Available on: RVNG INTL LP

There are several exceptional things about the most recent release in RVNG’s FRKWYS series. Firstly, it feels like the product of a singular vision, when it could have easily gone the muddled supergroup route. So far, the series has paired two artists of different generations together for a one-off release, often done only a few dense, improvised sittings. Here, 70-something year old David Borden, Moog contemporary and literal innovator squares off with Daniel Lopatin of Oneohtrix Point Never fame, and they decided to enlist other younger synth master producers, James Ferraro, Laurel Halo, and Samuel Godin as well. They have formed some sort of synth supergroup, even if they won’t be coming to an arena near you and even though that term is typically a death sentence.

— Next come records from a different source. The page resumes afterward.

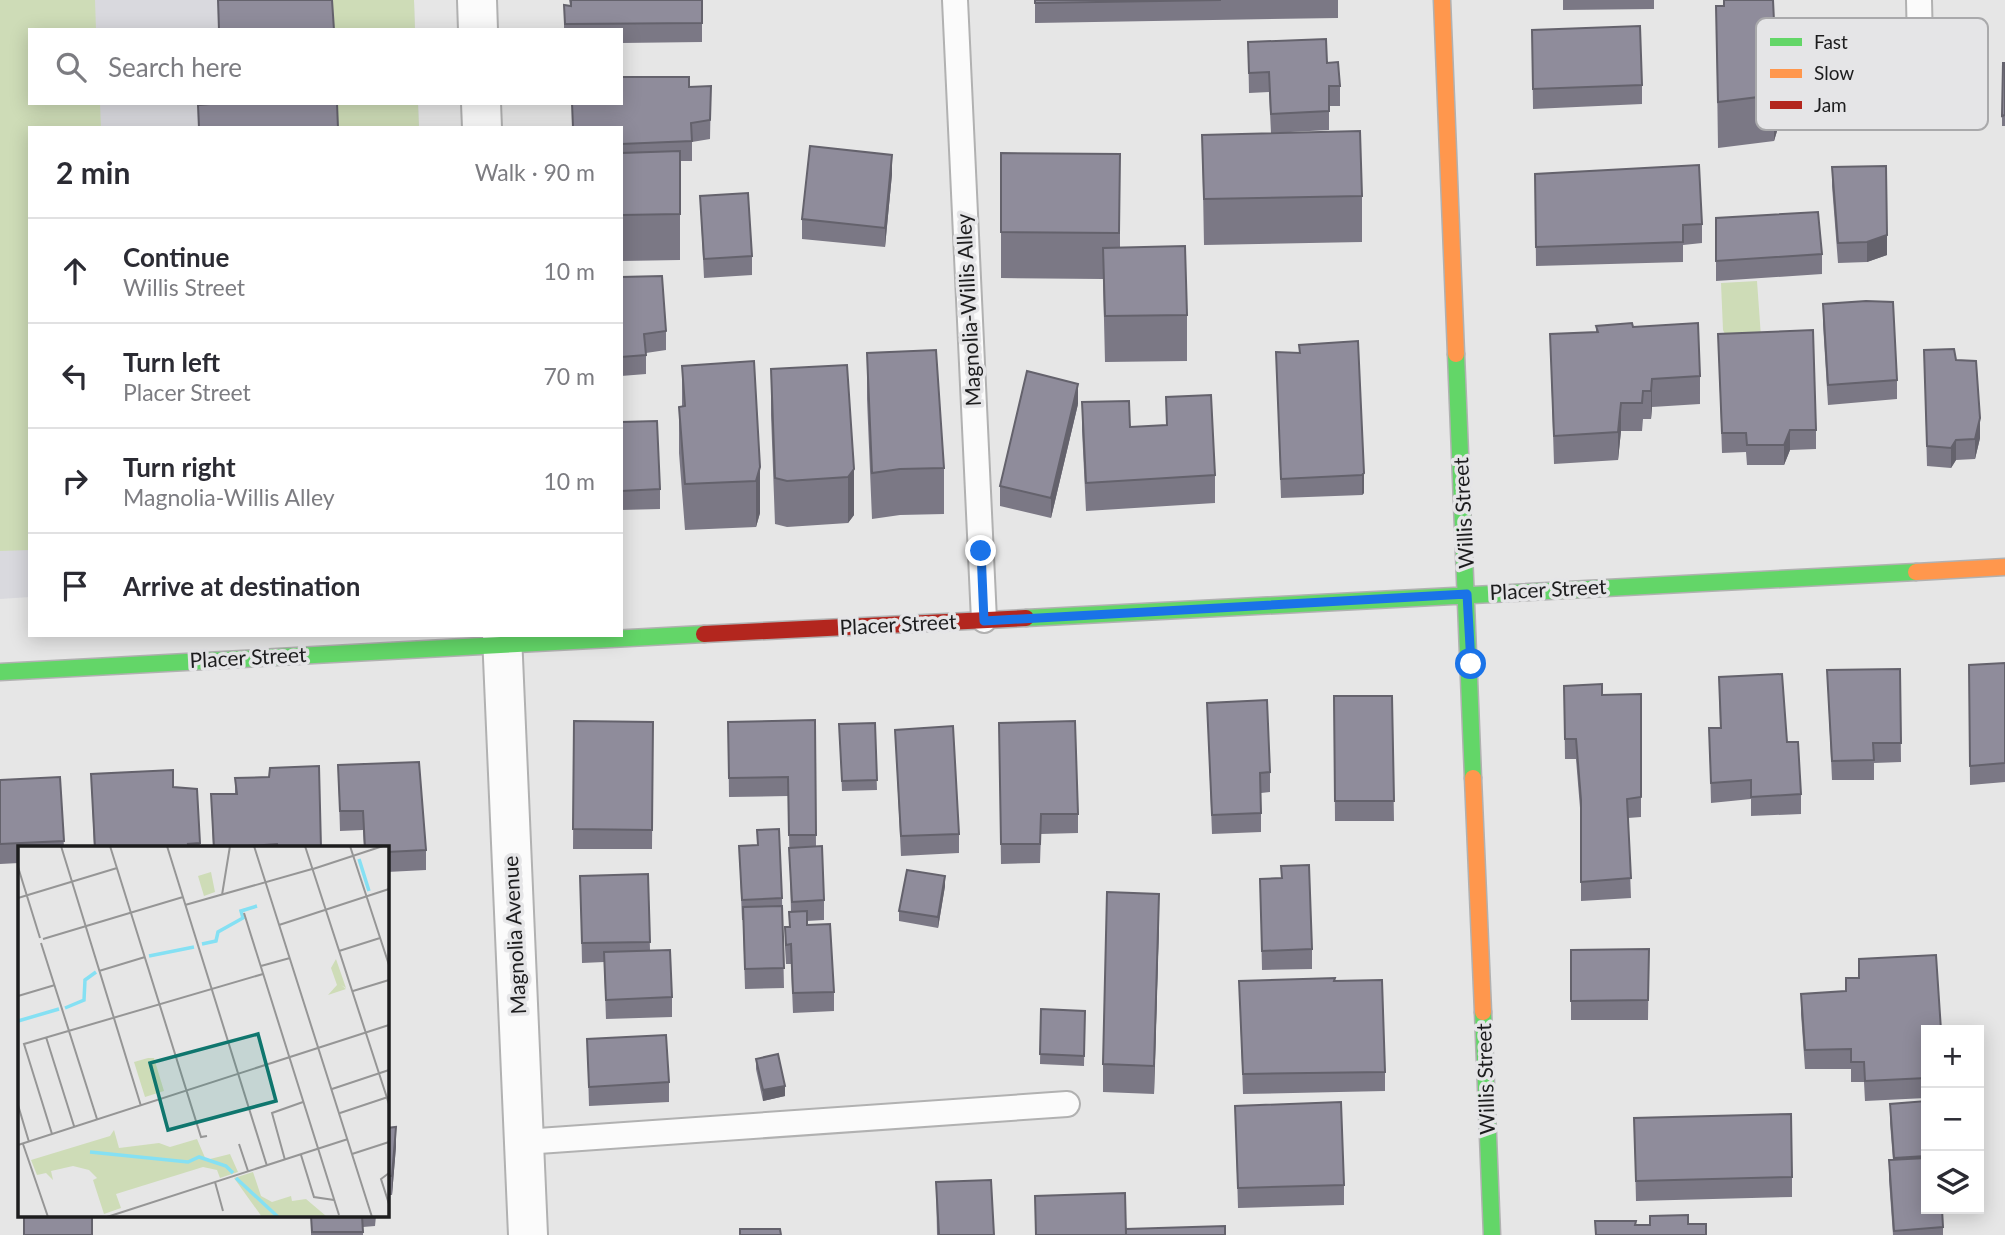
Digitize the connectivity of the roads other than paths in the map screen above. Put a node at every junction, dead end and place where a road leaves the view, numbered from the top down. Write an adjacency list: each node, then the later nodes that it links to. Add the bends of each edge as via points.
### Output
1 (477, 0): 6 (street)
2 (955, 0): 11 (lane, Magnolia-Willis Alley)
3 (1442, 0): 10 (main road, Willis Street)
4 (1919, 0): 5 (lane)
5 (1919, 18)
6 (478, 28)
7 (481, 105): 8 (street)
8 (482, 126)
9 (2005, 567): 10 (main road, Placer Street)
10 (1467, 594): 11 (main road, Placer Street); 19 (main road, Willis Street)
11 (984, 621): 12 (main road, Placer Street)
12 (623, 635)
13 (578, 637): 14 (main road, Placer Street)
14 (502, 640): 15 (main road, Placer Street); 17 (street, Magnolia Avenue)
15 (0, 672)
16 (1067, 1104): 17 (lane)
17 (524, 1142): 18 (street, Magnolia Avenue)
18 (528, 1235)
19 (1492, 1235)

Acts have typically preferred the term side project or one off to the cocksure mantle of supergroup. History has proven that more often than not, supergroups/side projects with really high pedigree often amount to something that is probably more interesting for the musicians than the audience or a product that is less the sum of its parts. In a lot of ways, the last decade feels like a golden era in collaboration, echoing the more memorable supergroups of the late ’60s/early ’70s. While a sizable amount of trivial collaborations have surfaced, the FRKWYS series in particular has championed understated power couples.

Recorded in two days almost a year ago, RVNG only recently released the music, letting the producers edit over the course of months and allowing the material marinate. When the standard in music now seems to be instant publishing, slow-cooking tempos like this are refreshing and mirror the pace of the album.

The result is in many categories the actual antithesis of The Throne, that other notable supergroup to emerge in the last few months. Genre and intentions aside, Jay-Z and Kanye have enlisted countless producers to noodle and beat program over their outdated (and poorly timed) boasts of white western wealth. The Throne is the prototypical example of a train-wreck fusion of two hyperbolic egos (see also: LeBron and Dwayne Wade) with undoubtedly little self-criticism or criticality in general, just the sound of rich people swimming in money or successful people basking in success, during a time when the artist class is dissolving. I don’t know anything about Lopatin and Borden’s financials, because I’m not interested. Instead, their hypnotic swells and soundscapes push out mundane secular thoughts like bank accounts and The Internet, resulting in a cohesive, gratifying and most of all, welcome respite from the immediacy of most contemporary releases.